In order to effectively sell yourself, you must project mass amounts of confidence and poise. Nobody likes to give money to an apologetic ‘sob’ who doesn’t know his product well enough to stand tall and present with confidence. In order to be confident (and in turn project confidence) one must be familiar with every intricacy of their product or idea. If you happen to be presenting an opportunity rather than a startup, perhaps a condominium development still in its pre-development stage or something of that nature, take some time to anticipate and prepare answers for any questions you think will be raised. Do a bit of research on zoning regulations and estimated development costs, as these will have an effect on the way the buildings will be constructed and will enable you to offer the most complete and custom tailored quote to potential investors. Make projections of the time it will take until the property will be placed back on the market, or on the specific amount of money they will have to invest until they realize a worthwhile return.
Beyond the actual content you present, of equal importance are the techniques you employ when speaking to a group of people. Since public speaking is an unavoidable part of life, and since most people are more afraid of speaking than they are of death, I thought I might share some tips on the art of speech itself. Every presenter, nervous or otherwise, should, upon taking the stage, locate the red-glowing ‘EXIT’ sign that will be inevitably perched somewhere near the rear of the room. When times get tough, the EXIT sign can be your greatest friend.
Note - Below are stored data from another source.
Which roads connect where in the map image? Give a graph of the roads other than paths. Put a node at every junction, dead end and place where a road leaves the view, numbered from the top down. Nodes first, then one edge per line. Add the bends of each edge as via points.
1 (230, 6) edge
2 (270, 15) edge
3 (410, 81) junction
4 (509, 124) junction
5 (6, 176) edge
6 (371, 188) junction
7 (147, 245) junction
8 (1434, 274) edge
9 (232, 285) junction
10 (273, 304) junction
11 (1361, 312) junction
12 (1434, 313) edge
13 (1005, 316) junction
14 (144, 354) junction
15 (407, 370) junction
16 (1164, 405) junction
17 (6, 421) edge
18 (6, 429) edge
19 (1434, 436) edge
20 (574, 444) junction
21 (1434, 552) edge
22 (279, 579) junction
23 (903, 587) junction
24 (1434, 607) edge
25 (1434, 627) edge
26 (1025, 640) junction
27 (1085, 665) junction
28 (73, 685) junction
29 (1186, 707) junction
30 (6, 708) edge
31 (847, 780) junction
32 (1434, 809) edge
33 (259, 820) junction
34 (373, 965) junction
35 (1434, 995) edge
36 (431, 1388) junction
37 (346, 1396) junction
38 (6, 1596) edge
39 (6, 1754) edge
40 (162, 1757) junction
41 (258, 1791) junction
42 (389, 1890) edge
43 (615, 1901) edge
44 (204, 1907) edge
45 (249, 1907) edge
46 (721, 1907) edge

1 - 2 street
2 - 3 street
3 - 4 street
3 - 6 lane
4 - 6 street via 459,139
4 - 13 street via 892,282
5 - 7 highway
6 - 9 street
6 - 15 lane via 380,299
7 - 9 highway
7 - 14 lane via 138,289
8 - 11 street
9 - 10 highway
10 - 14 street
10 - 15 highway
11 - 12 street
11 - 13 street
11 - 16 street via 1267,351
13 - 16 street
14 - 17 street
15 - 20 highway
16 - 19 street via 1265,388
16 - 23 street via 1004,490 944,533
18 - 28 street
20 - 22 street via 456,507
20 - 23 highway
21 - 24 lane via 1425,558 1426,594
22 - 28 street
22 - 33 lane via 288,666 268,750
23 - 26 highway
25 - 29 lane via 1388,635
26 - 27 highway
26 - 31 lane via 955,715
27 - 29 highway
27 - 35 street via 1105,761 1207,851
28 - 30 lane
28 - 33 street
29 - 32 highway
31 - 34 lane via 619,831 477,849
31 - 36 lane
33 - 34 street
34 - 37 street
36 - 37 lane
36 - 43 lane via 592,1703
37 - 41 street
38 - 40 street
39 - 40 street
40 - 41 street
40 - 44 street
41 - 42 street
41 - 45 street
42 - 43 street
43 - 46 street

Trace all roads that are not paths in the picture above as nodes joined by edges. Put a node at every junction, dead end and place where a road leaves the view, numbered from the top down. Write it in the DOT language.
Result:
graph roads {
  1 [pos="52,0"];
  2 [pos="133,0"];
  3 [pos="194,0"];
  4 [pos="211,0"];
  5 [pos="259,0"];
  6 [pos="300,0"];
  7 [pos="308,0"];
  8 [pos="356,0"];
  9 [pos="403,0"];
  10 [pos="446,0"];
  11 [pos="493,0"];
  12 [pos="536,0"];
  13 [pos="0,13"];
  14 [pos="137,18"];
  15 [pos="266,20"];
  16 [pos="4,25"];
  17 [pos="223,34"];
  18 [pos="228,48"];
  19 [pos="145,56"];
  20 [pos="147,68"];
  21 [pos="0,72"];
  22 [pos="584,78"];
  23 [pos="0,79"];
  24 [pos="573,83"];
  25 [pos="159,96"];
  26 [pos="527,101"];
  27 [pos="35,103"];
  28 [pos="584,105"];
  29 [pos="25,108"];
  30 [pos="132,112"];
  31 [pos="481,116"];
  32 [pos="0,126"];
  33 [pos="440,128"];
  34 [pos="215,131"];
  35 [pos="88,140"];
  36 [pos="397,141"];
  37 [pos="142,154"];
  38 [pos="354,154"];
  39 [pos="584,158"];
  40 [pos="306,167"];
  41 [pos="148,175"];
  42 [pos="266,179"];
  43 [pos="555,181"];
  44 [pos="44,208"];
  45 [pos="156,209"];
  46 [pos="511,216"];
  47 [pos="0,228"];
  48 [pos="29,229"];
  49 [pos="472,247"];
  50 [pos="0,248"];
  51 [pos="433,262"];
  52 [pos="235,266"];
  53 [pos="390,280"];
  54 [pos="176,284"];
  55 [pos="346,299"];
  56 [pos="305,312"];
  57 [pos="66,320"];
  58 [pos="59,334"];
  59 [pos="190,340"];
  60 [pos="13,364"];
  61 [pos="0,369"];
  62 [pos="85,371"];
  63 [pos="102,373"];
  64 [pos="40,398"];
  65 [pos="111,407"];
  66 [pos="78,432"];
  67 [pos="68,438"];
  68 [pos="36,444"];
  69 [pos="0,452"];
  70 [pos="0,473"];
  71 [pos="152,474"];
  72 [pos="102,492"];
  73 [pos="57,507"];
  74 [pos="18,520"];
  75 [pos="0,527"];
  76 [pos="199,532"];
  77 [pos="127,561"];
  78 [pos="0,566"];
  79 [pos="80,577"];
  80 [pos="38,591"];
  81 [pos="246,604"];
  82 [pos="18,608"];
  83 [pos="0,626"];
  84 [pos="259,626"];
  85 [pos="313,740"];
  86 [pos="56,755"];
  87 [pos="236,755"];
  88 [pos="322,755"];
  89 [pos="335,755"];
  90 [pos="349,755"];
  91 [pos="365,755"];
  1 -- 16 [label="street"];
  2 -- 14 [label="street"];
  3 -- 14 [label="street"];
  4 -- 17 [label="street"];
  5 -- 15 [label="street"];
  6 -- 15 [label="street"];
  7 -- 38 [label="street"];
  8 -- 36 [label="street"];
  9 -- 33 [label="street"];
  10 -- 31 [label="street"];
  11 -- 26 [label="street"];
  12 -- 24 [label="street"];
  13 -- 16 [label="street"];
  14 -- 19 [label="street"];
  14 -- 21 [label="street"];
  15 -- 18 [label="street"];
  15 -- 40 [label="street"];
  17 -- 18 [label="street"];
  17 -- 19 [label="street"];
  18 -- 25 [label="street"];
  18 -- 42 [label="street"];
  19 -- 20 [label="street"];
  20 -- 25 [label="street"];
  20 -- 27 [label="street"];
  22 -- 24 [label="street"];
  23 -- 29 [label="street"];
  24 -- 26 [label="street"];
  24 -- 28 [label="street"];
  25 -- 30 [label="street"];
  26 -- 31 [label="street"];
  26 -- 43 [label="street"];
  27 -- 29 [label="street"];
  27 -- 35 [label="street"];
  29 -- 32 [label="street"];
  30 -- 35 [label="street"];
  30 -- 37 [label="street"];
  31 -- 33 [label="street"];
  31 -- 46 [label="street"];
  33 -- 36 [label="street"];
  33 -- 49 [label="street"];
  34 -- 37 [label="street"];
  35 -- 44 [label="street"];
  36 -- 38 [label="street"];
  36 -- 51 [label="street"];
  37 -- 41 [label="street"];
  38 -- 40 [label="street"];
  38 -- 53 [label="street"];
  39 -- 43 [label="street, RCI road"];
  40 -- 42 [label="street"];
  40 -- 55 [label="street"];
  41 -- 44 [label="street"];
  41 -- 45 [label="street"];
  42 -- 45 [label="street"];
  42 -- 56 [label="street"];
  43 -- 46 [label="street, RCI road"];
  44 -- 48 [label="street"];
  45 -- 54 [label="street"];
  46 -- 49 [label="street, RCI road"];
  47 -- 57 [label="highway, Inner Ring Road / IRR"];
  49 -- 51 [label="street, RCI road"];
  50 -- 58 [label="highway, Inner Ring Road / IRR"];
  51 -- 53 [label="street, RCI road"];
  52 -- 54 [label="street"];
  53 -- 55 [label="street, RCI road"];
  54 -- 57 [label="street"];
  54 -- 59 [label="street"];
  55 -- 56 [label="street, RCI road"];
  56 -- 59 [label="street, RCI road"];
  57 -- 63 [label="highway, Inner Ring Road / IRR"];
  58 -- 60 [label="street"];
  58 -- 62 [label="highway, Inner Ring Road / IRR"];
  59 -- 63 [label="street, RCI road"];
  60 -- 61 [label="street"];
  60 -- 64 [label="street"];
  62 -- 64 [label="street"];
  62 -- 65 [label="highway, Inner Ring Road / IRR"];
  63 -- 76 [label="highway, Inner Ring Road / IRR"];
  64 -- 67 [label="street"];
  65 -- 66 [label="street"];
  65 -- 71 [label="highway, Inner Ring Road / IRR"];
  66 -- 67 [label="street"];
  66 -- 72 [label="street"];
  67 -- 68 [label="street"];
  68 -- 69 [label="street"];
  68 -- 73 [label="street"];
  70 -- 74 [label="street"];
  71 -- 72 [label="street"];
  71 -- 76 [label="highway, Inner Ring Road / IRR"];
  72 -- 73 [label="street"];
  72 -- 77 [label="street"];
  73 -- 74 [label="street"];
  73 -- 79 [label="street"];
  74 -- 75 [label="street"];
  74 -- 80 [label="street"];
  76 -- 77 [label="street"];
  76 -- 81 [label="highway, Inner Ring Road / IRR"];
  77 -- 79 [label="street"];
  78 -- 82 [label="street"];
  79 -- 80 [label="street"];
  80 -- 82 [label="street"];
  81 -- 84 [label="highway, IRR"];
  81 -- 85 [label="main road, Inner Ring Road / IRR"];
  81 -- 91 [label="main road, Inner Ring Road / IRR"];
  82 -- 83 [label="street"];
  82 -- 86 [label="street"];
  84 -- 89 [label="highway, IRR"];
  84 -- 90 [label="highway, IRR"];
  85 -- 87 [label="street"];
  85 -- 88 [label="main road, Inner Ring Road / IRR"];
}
You will maintain a sort of eye contact with the audience, but without actually looking them in the eye. The EXIT sign will also serve as a non-distracting anchor point, so when you happen to be making a particularly complex point or you are simply having trouble remembering your content, fix your peepers on the red letters and let your thoughts flow uninhibited. This little trick can help prevent that embarrassing situation where you forget what to say next and the audience’s expectant collective face is doing nothing but providing you with a healthy case of speaker’s-block. Speaking of the audience, make sure you keep some form of eye contact at all times, however painful it may be, and always aim to speak to the back row. You will unconsciously speak in a louder tone, ensuring that no one is straining to hear your words. Also, it is important to speak slowly and enunciate every word, or the people in front of you will be dropping like flies. The acting community has a saying when reciting lines: “If you feel you are speaking too slowly, you are at the correct pace.”
Always remember that your main goal is not to educate investors on every minute aspect of your idea, but instead to simply sell yourself, convincing them that you are worth talking too again. If your product, startup, or empty lot is worth your time, then is it not also worth the time of the potential investors? That said, go into the meeting with the mindset that you are doing them a favor by presenting. You’re not looking for money, you’re looking to progress your business. Explicitly highlight how the other side of the table will benefit from a partnership. Create a sense of urgency by plotting a timeline for an increase of value, rather than plotting out all the reasons you need the money (e.g. Rent, Payroll, New Software, etc…). And remember, you are there to sell, not to story-tell.